Two things have been on my mind lately.
I keep thinking about that gorilla, Harambe, the 17-year-old silverback who was shot and killed after a young boy fell into his enclosure at the Cincinnati Zoo this past Memorial Day weekend.
This tragedy comes less than two weeks after the gun that killed 17-year-old Trayvon Martin in 2012 was sold at auction by owner/human hemorrhoid George Zimmerman for upwards of $100,000.
I wanted to say something biting and clever about these two events, like how even animals of African descent aren't safe in America, but that's too easy and borderline offensive. Besides, we know that already. What I really want to talk about is guns.

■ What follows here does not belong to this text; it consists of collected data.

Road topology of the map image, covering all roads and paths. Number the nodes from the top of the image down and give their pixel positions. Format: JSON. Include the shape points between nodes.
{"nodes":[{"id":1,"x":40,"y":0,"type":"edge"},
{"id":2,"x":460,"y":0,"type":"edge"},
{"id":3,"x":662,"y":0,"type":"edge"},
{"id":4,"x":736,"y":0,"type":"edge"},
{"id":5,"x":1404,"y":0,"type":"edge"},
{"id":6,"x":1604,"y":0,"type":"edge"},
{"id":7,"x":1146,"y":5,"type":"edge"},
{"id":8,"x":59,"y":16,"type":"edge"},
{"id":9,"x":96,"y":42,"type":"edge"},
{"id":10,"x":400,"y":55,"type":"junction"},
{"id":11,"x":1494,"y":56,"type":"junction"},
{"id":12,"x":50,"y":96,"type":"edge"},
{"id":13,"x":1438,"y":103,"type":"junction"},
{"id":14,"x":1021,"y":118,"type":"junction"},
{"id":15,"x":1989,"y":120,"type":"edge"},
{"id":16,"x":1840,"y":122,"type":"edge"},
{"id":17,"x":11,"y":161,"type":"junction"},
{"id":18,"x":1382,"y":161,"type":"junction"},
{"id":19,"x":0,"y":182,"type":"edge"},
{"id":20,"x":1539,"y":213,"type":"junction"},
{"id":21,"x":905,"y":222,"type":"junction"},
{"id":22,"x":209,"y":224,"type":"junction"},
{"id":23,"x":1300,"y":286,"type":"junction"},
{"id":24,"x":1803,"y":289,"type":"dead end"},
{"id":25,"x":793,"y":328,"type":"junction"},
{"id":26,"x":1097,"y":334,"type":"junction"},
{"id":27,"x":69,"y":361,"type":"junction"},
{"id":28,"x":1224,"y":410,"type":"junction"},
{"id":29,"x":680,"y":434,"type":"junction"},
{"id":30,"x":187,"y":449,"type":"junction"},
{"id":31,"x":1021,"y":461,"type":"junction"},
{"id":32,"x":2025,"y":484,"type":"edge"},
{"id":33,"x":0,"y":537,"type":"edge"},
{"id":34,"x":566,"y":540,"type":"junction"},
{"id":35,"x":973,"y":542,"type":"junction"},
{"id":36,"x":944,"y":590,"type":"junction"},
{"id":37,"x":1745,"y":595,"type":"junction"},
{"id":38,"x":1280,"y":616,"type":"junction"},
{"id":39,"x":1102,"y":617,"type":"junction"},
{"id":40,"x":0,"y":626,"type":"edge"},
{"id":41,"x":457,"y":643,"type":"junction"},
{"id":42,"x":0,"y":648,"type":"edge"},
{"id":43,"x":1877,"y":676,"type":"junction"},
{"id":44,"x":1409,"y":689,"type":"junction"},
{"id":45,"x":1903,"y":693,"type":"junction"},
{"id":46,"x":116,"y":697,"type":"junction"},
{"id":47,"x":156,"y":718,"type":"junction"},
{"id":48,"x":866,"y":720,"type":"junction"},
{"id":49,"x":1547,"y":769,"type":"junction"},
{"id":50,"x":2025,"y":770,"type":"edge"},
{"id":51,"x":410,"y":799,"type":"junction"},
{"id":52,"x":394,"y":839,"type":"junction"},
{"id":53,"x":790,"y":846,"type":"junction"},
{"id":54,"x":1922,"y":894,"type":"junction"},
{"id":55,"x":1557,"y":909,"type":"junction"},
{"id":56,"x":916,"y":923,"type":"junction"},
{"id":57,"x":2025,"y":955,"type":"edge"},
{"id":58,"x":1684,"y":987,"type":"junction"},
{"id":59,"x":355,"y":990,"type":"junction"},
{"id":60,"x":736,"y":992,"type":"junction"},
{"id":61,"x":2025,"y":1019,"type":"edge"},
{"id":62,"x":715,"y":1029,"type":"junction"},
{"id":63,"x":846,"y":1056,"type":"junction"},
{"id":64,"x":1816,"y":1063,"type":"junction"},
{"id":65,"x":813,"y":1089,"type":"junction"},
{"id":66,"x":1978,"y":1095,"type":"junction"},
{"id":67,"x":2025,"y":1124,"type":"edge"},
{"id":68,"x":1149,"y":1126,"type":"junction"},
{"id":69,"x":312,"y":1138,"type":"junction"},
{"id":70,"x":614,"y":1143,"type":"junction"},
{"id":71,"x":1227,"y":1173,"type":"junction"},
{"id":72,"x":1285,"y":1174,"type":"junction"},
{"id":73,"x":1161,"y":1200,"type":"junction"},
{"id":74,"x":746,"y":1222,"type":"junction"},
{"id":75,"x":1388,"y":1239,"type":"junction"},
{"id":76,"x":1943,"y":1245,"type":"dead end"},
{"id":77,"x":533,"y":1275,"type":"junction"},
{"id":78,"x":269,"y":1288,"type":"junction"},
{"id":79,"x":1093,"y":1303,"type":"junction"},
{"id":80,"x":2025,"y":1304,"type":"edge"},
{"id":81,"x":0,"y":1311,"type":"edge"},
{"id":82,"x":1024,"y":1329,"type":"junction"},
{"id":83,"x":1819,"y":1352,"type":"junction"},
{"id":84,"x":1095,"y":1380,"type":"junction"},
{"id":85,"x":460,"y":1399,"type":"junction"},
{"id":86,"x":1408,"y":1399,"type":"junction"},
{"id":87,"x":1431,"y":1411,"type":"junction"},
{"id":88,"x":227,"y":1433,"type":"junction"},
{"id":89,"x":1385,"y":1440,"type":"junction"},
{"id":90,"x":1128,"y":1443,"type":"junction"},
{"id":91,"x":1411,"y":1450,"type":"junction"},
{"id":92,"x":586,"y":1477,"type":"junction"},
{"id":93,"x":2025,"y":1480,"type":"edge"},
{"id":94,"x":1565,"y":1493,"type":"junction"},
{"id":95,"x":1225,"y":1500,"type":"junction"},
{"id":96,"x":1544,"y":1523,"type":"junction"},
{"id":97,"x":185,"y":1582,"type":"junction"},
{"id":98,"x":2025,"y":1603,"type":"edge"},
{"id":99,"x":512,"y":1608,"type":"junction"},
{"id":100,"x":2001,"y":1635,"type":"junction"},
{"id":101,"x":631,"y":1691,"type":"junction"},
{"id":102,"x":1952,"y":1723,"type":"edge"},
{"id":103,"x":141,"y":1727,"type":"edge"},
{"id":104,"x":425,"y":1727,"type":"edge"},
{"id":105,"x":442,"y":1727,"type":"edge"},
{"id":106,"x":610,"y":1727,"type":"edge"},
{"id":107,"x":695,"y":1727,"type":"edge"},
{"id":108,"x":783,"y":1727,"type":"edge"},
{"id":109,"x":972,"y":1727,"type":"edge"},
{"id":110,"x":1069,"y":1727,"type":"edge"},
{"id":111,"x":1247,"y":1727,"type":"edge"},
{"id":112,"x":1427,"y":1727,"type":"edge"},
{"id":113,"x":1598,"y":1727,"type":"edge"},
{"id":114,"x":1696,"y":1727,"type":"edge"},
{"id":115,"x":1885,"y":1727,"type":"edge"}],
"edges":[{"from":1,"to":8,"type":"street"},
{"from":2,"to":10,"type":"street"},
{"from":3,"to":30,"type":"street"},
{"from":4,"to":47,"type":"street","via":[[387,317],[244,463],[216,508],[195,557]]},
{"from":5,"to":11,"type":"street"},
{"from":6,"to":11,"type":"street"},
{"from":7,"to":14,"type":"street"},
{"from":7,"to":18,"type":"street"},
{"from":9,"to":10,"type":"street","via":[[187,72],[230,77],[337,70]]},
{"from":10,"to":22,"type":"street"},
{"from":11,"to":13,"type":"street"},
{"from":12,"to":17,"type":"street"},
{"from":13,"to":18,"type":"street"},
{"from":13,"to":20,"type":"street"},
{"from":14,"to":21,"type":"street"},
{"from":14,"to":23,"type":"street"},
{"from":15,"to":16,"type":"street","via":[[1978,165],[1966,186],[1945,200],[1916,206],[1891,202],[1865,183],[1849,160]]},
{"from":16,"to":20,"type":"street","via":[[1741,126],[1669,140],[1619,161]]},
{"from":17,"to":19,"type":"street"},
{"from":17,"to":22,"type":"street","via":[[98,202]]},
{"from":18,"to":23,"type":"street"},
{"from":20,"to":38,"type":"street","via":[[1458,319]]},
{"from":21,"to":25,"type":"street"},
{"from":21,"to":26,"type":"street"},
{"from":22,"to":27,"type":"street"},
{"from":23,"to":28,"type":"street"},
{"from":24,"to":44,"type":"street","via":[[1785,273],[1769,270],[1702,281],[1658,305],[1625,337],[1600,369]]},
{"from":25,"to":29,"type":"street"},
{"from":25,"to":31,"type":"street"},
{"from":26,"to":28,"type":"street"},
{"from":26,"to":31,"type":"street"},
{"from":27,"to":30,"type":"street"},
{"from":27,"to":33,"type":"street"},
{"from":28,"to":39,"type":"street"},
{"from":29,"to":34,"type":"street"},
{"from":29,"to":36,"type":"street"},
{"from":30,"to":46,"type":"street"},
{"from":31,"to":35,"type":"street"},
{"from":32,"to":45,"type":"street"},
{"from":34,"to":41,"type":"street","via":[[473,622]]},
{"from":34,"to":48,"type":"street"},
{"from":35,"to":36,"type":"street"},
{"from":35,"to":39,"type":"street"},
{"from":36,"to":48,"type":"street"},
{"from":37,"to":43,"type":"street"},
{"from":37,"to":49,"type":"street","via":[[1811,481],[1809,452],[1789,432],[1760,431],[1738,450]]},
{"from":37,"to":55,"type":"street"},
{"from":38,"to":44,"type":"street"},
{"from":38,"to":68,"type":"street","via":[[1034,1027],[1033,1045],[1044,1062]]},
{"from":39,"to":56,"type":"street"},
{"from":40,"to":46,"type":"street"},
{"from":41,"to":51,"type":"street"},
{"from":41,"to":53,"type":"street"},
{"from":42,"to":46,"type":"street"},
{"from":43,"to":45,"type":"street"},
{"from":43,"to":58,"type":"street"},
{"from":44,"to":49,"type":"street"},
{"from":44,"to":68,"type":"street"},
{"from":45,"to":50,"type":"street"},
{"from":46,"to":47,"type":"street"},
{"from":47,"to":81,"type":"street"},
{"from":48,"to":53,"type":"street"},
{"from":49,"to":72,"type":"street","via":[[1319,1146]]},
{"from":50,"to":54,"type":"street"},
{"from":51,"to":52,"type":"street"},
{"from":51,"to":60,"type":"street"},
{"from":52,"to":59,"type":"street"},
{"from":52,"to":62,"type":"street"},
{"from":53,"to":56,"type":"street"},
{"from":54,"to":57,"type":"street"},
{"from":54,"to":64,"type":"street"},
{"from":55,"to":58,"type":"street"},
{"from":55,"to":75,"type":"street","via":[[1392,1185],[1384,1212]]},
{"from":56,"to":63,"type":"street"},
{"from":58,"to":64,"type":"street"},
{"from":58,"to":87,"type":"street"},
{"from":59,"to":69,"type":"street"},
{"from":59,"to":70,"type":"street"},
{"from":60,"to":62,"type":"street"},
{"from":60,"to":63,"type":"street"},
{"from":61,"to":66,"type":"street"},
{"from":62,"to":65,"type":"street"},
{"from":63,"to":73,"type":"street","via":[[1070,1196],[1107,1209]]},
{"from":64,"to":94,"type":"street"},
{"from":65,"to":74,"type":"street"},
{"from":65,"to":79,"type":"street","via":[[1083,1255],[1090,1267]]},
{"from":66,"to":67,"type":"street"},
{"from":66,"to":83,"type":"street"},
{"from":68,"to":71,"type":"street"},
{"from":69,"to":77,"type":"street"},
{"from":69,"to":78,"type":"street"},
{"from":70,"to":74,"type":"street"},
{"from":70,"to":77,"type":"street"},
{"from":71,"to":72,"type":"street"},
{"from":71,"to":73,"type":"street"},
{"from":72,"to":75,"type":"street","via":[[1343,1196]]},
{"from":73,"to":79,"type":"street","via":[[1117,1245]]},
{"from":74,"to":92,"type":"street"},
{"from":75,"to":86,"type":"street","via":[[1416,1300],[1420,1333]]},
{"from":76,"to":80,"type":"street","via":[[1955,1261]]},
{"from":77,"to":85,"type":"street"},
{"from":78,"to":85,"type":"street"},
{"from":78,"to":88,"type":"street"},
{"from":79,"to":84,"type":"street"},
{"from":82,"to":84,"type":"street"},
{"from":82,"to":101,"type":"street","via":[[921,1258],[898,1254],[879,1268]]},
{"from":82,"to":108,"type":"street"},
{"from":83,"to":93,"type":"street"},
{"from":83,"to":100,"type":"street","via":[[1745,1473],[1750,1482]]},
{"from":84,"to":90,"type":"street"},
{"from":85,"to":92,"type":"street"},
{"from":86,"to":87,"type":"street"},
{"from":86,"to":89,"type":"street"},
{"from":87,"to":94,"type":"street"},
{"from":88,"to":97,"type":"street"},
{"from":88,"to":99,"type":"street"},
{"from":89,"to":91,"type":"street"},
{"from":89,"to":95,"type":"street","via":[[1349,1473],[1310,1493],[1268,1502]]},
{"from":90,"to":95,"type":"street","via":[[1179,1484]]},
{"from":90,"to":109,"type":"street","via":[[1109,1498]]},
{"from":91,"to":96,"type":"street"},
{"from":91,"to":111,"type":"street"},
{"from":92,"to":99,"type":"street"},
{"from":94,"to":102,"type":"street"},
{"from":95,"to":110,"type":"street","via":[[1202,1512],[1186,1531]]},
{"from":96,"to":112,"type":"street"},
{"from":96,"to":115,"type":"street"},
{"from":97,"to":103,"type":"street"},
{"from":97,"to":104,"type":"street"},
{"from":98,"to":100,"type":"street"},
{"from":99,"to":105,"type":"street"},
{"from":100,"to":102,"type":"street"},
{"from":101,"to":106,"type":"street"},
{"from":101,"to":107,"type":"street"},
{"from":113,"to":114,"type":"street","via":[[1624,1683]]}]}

If the American flag were to be redesigned based on cultural iconography, it would likely be a bald eagle nesting in an apple pie with a Colt .45 in each claw. Guns hold a sacred status in America. They have more rights than most women and minorities. You see them at every ball game, bus station and shopping mall. Most hang on the hips and shoulders of licensed authorities, trained professionals who are taught only to draw and fire as a last result. (That is, unless, a minority is involved.)
For all my parenthetical snark, I might be one of the last twenty-something liberals to believe that there are still good cops. It's easy to be cynical (and with each new report of an unarmed black person shot dead in the street it gets even easier) but I'm not here to further indict the police. I'm here to indict the public for a change.
Growing up, I've watched our country slowly devolve into a 3,000-mile shooting range. I was too young to remember Columbine in 1999, but I remember Virginia Tech in 2007, Fort Hood in 2009, Tucson in 2011, Aurora and Newtown in 2012, Fort Hood (again) and Isla Vista in 2014, and Charleston and San Bernardino in 2015.
We're facing an epidemic. Even now, as I'm write this, two people have been shot dead on the UCLA campus. Gun deaths have become so ingrained in our national psyche that killers like George Zimmerman and Darren Wilson are making six-figure profits under the guise of heroism. The intense public interest in the sale of the former's weapon suggests a kind of morbid sensationalism to the likes of which we haven't seen since the Old West. Before long, we'll be lining up to take pictures with the corpses.
Gun control is a rabbit hole. Each new travesty confirms another place where we aren't safe: schools, churches, movie theaters, our homes. The shooting range gets bigger but we'd sooner lose our lives than our precious Second Amendment rights. Where does it end, then?
According to some, it doesn't.
It's true that we will never eradicate guns from our society. The fact is, we need them. Why? To stop others from using them. Like a paintbrush or salted anchovies, guns can do wonders in the right hands. They can be tools for good. But as the world continues to grow darker and madder, the right hands become a lot harder to find.